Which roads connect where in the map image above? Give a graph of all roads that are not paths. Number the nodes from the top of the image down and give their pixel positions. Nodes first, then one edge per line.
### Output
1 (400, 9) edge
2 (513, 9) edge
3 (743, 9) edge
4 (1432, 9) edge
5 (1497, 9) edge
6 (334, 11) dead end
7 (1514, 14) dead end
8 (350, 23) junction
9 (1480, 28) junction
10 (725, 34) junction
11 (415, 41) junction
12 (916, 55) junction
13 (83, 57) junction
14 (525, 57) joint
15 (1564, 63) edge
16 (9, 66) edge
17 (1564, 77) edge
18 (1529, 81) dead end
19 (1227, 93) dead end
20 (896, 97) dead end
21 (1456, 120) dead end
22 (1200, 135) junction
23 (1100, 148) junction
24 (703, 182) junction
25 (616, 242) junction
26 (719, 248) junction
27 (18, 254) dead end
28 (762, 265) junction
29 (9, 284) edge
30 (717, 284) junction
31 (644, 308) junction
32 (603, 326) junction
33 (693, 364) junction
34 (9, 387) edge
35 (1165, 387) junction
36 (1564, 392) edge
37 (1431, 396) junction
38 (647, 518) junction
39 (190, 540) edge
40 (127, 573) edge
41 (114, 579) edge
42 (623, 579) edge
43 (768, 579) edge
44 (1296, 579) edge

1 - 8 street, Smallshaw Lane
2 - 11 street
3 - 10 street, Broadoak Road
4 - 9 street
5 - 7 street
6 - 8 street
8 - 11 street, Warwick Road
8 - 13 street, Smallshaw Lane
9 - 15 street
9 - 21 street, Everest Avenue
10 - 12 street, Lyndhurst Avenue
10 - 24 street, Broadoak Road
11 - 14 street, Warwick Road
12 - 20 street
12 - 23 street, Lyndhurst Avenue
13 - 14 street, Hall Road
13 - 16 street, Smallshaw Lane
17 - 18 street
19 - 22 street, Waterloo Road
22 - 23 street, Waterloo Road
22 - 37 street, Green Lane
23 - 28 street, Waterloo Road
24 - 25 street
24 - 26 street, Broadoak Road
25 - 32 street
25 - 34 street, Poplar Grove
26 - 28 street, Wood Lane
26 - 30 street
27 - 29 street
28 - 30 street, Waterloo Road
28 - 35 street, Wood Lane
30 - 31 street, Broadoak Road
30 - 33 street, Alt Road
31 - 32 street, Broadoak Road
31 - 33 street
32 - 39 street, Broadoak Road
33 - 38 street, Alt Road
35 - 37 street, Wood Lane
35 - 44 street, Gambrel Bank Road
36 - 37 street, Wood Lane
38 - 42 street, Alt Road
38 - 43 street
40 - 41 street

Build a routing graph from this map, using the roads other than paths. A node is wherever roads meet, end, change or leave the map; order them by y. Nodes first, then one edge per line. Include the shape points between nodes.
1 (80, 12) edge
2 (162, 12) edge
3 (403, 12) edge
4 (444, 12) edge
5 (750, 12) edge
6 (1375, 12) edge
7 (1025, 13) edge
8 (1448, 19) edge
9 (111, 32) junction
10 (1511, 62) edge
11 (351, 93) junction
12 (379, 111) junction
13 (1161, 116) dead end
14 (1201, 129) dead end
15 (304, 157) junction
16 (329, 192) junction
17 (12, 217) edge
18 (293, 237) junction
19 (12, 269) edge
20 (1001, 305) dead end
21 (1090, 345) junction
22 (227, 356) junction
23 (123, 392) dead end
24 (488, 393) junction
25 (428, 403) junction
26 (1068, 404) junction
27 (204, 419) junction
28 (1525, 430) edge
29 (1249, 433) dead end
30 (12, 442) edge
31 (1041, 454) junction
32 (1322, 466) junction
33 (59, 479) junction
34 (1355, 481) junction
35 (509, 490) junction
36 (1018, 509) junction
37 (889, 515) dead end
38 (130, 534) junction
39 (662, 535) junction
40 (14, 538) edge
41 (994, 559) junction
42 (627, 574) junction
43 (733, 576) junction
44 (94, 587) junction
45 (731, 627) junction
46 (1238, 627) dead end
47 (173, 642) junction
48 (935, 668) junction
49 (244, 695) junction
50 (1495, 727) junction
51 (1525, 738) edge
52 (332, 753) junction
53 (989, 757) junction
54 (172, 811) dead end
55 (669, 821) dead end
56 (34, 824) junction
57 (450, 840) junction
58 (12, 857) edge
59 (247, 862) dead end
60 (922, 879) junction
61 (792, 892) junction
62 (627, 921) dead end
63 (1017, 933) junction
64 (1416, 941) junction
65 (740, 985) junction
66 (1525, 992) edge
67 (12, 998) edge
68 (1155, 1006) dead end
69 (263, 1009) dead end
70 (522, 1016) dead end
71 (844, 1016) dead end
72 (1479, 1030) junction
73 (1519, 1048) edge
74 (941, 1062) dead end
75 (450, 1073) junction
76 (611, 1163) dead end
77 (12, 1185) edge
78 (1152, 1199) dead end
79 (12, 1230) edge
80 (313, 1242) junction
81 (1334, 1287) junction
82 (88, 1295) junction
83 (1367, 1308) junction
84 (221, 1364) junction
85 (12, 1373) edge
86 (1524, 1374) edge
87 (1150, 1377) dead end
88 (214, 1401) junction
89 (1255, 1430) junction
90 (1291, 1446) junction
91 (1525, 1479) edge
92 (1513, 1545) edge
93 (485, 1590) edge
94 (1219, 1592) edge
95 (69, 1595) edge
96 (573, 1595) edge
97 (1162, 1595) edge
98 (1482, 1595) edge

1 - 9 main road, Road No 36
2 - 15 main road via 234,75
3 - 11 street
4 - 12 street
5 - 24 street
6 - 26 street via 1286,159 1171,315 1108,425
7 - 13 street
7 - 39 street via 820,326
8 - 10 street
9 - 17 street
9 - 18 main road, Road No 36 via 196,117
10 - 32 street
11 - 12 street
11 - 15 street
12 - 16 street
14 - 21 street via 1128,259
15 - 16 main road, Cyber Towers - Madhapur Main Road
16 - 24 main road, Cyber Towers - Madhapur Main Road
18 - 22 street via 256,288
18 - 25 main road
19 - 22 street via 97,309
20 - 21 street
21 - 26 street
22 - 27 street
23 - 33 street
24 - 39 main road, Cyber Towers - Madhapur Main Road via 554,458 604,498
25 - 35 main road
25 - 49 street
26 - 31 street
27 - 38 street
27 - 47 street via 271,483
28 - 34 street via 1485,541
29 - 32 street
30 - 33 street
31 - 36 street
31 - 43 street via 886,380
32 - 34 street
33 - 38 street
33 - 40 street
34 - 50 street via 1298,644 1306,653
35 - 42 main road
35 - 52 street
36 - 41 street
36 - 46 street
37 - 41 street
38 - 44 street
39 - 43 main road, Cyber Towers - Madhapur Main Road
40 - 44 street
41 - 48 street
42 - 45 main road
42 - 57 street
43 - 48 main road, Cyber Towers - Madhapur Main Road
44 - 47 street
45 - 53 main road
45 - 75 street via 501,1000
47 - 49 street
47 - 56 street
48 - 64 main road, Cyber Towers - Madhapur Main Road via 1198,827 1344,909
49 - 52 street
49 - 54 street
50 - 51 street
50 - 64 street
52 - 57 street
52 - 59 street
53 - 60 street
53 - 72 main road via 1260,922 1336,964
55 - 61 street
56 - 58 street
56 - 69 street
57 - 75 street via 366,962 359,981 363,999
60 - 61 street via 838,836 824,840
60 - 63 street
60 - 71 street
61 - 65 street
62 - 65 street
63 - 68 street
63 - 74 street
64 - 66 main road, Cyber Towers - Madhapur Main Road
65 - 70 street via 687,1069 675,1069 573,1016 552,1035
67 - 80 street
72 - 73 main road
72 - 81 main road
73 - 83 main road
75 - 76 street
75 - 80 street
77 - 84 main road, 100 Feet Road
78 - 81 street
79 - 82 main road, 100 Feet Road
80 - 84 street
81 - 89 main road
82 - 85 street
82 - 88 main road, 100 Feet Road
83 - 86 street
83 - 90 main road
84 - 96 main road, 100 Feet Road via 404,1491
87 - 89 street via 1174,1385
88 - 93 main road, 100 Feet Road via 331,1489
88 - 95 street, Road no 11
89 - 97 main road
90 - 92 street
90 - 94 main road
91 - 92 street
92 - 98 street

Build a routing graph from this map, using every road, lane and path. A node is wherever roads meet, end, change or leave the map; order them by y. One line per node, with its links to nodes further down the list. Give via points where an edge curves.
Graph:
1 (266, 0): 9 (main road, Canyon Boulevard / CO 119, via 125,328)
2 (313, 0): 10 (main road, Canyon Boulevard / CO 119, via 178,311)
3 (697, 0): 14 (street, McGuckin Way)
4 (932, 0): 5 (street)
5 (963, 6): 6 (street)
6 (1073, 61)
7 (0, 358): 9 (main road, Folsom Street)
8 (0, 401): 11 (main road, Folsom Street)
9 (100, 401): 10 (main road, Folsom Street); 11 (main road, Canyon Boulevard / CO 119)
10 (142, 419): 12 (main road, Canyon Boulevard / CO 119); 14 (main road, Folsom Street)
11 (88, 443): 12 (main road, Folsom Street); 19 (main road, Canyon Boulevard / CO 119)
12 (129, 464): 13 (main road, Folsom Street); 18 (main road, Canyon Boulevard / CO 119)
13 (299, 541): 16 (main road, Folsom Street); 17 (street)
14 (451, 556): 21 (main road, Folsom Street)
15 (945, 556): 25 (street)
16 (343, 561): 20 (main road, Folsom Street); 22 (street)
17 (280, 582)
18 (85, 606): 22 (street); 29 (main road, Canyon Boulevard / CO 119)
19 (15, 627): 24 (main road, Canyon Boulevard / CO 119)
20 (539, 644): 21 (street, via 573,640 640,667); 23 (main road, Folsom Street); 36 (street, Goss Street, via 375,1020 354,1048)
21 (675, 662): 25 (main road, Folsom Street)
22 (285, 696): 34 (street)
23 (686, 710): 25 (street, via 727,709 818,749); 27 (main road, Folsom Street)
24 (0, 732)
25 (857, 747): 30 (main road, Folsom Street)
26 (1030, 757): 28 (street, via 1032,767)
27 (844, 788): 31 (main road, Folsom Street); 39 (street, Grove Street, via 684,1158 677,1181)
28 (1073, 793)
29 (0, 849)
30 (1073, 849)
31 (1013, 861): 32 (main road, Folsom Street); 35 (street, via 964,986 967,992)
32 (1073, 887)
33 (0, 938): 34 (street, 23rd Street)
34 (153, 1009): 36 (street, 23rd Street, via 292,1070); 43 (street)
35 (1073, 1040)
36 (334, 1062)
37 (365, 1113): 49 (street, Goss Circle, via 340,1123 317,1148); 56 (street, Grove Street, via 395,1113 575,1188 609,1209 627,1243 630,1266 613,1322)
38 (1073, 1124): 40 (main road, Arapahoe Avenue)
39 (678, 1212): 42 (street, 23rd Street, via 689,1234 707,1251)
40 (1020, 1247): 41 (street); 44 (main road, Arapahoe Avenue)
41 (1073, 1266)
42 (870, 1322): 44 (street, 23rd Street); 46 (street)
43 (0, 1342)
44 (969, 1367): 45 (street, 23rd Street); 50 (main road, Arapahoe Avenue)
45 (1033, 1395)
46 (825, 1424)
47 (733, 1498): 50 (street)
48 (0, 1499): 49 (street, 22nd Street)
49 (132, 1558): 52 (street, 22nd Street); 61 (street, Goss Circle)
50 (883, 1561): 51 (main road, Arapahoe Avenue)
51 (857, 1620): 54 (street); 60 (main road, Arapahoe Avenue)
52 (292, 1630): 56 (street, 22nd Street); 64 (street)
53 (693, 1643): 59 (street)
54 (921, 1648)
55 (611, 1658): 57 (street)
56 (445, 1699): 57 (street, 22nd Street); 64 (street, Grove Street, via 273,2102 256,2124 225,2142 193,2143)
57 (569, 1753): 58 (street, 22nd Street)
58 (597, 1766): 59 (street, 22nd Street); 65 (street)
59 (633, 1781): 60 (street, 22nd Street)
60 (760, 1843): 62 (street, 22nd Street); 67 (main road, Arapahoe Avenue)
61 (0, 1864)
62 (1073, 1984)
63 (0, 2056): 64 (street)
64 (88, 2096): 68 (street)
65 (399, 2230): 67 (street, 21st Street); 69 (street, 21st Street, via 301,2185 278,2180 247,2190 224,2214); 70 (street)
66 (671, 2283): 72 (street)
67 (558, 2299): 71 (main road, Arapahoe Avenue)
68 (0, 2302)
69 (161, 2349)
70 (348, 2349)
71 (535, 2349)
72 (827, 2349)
++++++++++++++++++++
ABOUT THIS EXERCISE
From the listing, copy each line containing the word "them".

WRITTEN SOLUTION
Build a routing graph from this map, using the roads other than paths. A node is wherever roads meet, end, change or leave the map; order them by y. Nodes first, then one edge per line. Include the shape points between nodes.
Build a routing graph from this map, using every road, lane and path. A node is wherever roads meet, end, change or leave the map; order them by y. One line per node, with its links to nodes further down the list. Give via points where an edge curves.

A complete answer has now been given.